PROVIDED ENTRIES →

——

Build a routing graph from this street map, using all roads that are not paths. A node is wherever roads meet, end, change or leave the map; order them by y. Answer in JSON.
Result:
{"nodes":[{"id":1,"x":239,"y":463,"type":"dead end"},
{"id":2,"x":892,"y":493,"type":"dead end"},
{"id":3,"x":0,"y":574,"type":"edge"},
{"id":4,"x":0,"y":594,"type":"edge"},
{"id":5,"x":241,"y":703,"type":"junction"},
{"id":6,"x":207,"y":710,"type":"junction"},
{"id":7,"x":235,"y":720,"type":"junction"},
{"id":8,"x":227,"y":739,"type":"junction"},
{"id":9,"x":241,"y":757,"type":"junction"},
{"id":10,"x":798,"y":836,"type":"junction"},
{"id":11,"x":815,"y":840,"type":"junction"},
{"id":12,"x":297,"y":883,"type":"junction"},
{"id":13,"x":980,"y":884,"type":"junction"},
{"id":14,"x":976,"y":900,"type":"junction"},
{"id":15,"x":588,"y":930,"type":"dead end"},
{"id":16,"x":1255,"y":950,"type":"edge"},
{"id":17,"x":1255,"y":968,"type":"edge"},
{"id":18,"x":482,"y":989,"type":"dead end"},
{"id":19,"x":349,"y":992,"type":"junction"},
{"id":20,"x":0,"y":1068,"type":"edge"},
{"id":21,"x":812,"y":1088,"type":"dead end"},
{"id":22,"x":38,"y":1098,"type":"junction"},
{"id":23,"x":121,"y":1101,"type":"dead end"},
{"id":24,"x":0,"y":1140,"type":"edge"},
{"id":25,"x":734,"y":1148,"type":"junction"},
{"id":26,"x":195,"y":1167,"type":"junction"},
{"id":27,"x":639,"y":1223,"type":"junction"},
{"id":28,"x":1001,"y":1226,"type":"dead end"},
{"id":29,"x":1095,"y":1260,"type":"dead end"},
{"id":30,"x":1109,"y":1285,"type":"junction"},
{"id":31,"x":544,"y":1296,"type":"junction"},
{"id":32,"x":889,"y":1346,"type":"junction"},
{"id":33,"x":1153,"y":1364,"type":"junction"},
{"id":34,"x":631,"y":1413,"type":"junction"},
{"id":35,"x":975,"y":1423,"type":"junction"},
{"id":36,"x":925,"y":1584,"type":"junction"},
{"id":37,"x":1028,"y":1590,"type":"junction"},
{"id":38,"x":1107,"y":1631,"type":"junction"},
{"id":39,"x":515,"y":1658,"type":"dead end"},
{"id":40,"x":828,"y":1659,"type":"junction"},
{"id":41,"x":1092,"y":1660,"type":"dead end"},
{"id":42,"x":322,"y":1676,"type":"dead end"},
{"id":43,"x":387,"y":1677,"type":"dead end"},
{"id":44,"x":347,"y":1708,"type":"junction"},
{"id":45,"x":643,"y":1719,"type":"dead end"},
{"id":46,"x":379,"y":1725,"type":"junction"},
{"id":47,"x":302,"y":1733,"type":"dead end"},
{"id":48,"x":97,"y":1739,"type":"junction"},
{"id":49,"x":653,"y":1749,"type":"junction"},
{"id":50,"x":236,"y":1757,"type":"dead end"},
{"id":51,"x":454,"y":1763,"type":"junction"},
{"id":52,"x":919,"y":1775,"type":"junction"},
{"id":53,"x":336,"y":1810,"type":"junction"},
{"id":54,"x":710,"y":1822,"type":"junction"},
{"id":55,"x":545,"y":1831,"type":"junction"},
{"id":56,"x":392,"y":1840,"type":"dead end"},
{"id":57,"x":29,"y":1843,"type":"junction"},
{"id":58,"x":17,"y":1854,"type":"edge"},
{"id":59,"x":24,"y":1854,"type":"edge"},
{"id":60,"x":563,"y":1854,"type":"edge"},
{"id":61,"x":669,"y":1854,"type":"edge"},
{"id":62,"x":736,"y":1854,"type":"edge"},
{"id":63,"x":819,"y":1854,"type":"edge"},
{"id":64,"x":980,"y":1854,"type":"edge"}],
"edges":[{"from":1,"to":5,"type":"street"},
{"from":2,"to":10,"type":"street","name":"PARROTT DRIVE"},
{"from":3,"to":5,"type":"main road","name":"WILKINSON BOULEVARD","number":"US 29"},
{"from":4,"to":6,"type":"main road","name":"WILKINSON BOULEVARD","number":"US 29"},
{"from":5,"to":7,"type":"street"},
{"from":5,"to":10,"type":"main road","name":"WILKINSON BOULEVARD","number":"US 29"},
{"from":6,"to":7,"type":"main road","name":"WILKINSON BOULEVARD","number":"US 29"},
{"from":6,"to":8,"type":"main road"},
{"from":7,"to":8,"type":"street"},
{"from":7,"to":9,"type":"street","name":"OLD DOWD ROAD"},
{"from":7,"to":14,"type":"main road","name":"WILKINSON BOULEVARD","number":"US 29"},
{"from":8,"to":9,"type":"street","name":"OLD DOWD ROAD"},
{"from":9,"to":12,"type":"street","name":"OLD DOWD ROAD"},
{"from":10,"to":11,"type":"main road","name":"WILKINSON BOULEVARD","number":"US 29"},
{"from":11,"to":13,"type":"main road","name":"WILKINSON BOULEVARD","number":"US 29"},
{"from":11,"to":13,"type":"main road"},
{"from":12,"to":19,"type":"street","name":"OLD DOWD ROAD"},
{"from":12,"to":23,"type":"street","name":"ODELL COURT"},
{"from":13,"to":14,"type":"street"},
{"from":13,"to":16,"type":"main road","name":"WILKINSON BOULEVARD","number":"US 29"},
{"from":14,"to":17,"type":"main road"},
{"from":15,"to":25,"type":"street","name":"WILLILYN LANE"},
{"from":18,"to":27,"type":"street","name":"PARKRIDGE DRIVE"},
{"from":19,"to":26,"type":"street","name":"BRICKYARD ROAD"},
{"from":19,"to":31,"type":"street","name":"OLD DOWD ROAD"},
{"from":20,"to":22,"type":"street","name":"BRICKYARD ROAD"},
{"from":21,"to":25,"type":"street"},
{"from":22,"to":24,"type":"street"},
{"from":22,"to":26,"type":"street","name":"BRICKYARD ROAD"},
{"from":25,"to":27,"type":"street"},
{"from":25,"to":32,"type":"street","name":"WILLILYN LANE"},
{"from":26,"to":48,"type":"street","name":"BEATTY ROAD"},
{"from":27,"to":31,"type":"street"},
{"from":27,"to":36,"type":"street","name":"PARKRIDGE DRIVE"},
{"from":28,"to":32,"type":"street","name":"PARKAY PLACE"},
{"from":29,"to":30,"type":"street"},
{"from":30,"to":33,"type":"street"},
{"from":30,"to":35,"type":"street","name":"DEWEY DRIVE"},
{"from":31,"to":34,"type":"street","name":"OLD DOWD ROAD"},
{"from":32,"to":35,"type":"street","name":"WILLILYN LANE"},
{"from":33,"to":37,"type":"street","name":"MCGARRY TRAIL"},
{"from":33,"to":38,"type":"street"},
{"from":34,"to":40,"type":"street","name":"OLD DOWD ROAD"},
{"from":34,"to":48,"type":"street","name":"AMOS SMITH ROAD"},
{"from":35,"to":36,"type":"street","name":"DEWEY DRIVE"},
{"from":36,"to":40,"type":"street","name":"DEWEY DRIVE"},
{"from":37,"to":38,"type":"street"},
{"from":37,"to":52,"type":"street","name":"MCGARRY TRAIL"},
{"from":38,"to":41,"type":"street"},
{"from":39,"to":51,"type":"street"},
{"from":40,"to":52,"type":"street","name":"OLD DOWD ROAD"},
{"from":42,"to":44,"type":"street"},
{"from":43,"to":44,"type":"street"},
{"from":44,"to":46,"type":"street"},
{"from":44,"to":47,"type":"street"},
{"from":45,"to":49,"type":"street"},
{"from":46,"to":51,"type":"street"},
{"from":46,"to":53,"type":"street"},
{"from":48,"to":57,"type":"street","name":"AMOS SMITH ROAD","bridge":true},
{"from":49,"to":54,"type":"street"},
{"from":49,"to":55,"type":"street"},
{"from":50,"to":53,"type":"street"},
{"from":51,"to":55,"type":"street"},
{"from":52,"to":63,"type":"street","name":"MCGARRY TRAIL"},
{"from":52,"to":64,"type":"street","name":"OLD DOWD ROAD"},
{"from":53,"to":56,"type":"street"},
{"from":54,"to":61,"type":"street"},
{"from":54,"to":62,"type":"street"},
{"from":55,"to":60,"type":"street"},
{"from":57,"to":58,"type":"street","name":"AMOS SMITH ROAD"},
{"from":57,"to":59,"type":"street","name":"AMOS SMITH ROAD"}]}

——

ABOUT THIS EXERCISE → All lines above with "BRICKYARD" in them should be returned.

YOUR SOLUTION →
{"from":19,"to":26,"type":"street","name":"BRICKYARD ROAD"},
{"from":20,"to":22,"type":"street","name":"BRICKYARD ROAD"},
{"from":22,"to":26,"type":"street","name":"BRICKYARD ROAD"},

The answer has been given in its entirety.